#### Activity
Every entry below must be reproduced exactly.

[Records from a data source]
[Start of section]

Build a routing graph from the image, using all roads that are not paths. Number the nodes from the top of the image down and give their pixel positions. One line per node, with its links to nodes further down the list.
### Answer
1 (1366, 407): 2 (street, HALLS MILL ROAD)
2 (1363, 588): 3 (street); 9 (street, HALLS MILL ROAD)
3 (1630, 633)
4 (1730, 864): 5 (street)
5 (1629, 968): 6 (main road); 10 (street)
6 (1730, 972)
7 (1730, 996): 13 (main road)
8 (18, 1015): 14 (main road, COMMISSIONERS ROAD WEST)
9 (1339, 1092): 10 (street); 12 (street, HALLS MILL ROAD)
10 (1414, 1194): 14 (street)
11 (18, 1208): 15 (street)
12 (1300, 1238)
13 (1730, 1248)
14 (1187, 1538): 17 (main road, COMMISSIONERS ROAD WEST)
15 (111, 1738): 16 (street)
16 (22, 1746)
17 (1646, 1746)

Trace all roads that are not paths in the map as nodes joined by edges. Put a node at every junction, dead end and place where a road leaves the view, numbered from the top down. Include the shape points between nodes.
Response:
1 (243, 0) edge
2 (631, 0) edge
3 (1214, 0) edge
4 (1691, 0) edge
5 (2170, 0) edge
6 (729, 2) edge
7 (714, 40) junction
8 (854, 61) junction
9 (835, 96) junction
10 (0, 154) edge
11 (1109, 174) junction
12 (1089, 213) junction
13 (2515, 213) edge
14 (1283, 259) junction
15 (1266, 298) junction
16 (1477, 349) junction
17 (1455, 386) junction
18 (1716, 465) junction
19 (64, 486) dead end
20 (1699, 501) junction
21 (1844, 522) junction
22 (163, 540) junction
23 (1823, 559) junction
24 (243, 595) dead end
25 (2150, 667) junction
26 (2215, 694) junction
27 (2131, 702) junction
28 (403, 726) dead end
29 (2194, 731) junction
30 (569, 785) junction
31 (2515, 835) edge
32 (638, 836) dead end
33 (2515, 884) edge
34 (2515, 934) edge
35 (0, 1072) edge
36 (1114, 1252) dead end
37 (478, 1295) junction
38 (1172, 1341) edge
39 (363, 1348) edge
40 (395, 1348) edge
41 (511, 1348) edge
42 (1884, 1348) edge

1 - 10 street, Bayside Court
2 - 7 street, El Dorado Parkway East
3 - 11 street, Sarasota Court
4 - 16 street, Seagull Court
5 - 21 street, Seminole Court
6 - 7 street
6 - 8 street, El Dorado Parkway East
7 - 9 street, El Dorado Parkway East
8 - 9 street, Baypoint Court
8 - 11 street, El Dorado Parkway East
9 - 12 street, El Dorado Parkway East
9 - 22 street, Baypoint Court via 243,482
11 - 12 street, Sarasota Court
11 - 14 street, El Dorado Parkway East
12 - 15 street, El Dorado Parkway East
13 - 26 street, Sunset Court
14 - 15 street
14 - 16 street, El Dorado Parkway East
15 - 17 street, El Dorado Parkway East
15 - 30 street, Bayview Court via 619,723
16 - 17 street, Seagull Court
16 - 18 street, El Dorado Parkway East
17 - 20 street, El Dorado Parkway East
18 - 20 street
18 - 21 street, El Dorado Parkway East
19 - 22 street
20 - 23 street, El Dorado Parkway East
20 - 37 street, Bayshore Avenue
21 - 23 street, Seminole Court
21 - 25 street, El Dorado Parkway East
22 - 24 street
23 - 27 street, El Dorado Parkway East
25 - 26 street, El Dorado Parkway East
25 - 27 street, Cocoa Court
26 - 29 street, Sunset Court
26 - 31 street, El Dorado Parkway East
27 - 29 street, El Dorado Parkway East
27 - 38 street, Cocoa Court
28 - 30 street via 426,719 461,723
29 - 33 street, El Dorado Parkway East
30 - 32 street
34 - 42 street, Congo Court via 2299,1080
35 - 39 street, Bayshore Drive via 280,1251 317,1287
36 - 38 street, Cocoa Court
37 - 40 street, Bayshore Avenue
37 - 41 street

[End of section]

#### Task output
Build a routing graph from the image, using all roads that are not paths. Number the nodes from the top of the image down and give their pixel positions. One line per node, with its links to nodes further down the list.
### Answer
1 (1366, 407): 2 (street, HALLS MILL ROAD)
2 (1363, 588): 3 (street); 9 (street, HALLS MILL ROAD)
3 (1630, 633)
4 (1730, 864): 5 (street)
5 (1629, 968): 6 (main road); 10 (street)
6 (1730, 972)
7 (1730, 996): 13 (main road)
8 (18, 1015): 14 (main road, COMMISSIONERS ROAD WEST)
9 (1339, 1092): 10 (street); 12 (street, HALLS MILL ROAD)
10 (1414, 1194): 14 (street)
11 (18, 1208): 15 (street)
12 (1300, 1238)
13 (1730, 1248)
14 (1187, 1538): 17 (main road, COMMISSIONERS ROAD WEST)
15 (111, 1738): 16 (street)
16 (22, 1746)
17 (1646, 1746)

Trace all roads that are not paths in the map as nodes joined by edges. Put a node at every junction, dead end and place where a road leaves the view, numbered from the top down. Include the shape points between nodes.
Response:
1 (243, 0) edge
2 (631, 0) edge
3 (1214, 0) edge
4 (1691, 0) edge
5 (2170, 0) edge
6 (729, 2) edge
7 (714, 40) junction
8 (854, 61) junction
9 (835, 96) junction
10 (0, 154) edge
11 (1109, 174) junction
12 (1089, 213) junction
13 (2515, 213) edge
14 (1283, 259) junction
15 (1266, 298) junction
16 (1477, 349) junction
17 (1455, 386) junction
18 (1716, 465) junction
19 (64, 486) dead end
20 (1699, 501) junction
21 (1844, 522) junction
22 (163, 540) junction
23 (1823, 559) junction
24 (243, 595) dead end
25 (2150, 667) junction
26 (2215, 694) junction
27 (2131, 702) junction
28 (403, 726) dead end
29 (2194, 731) junction
30 (569, 785) junction
31 (2515, 835) edge
32 (638, 836) dead end
33 (2515, 884) edge
34 (2515, 934) edge
35 (0, 1072) edge
36 (1114, 1252) dead end
37 (478, 1295) junction
38 (1172, 1341) edge
39 (363, 1348) edge
40 (395, 1348) edge
41 (511, 1348) edge
42 (1884, 1348) edge

1 - 10 street, Bayside Court
2 - 7 street, El Dorado Parkway East
3 - 11 street, Sarasota Court
4 - 16 street, Seagull Court
5 - 21 street, Seminole Court
6 - 7 street
6 - 8 street, El Dorado Parkway East
7 - 9 street, El Dorado Parkway East
8 - 9 street, Baypoint Court
8 - 11 street, El Dorado Parkway East
9 - 12 street, El Dorado Parkway East
9 - 22 street, Baypoint Court via 243,482
11 - 12 street, Sarasota Court
11 - 14 street, El Dorado Parkway East
12 - 15 street, El Dorado Parkway East
13 - 26 street, Sunset Court
14 - 15 street
14 - 16 street, El Dorado Parkway East
15 - 17 street, El Dorado Parkway East
15 - 30 street, Bayview Court via 619,723
16 - 17 street, Seagull Court
16 - 18 street, El Dorado Parkway East
17 - 20 street, El Dorado Parkway East
18 - 20 street
18 - 21 street, El Dorado Parkway East
19 - 22 street
20 - 23 street, El Dorado Parkway East
20 - 37 street, Bayshore Avenue
21 - 23 street, Seminole Court
21 - 25 street, El Dorado Parkway East
22 - 24 street
23 - 27 street, El Dorado Parkway East
25 - 26 street, El Dorado Parkway East
25 - 27 street, Cocoa Court
26 - 29 street, Sunset Court
26 - 31 street, El Dorado Parkway East
27 - 29 street, El Dorado Parkway East
27 - 38 street, Cocoa Court
28 - 30 street via 426,719 461,723
29 - 33 street, El Dorado Parkway East
30 - 32 street
34 - 42 street, Congo Court via 2299,1080
35 - 39 street, Bayshore Drive via 280,1251 317,1287
36 - 38 street, Cocoa Court
37 - 40 street, Bayshore Avenue
37 - 41 street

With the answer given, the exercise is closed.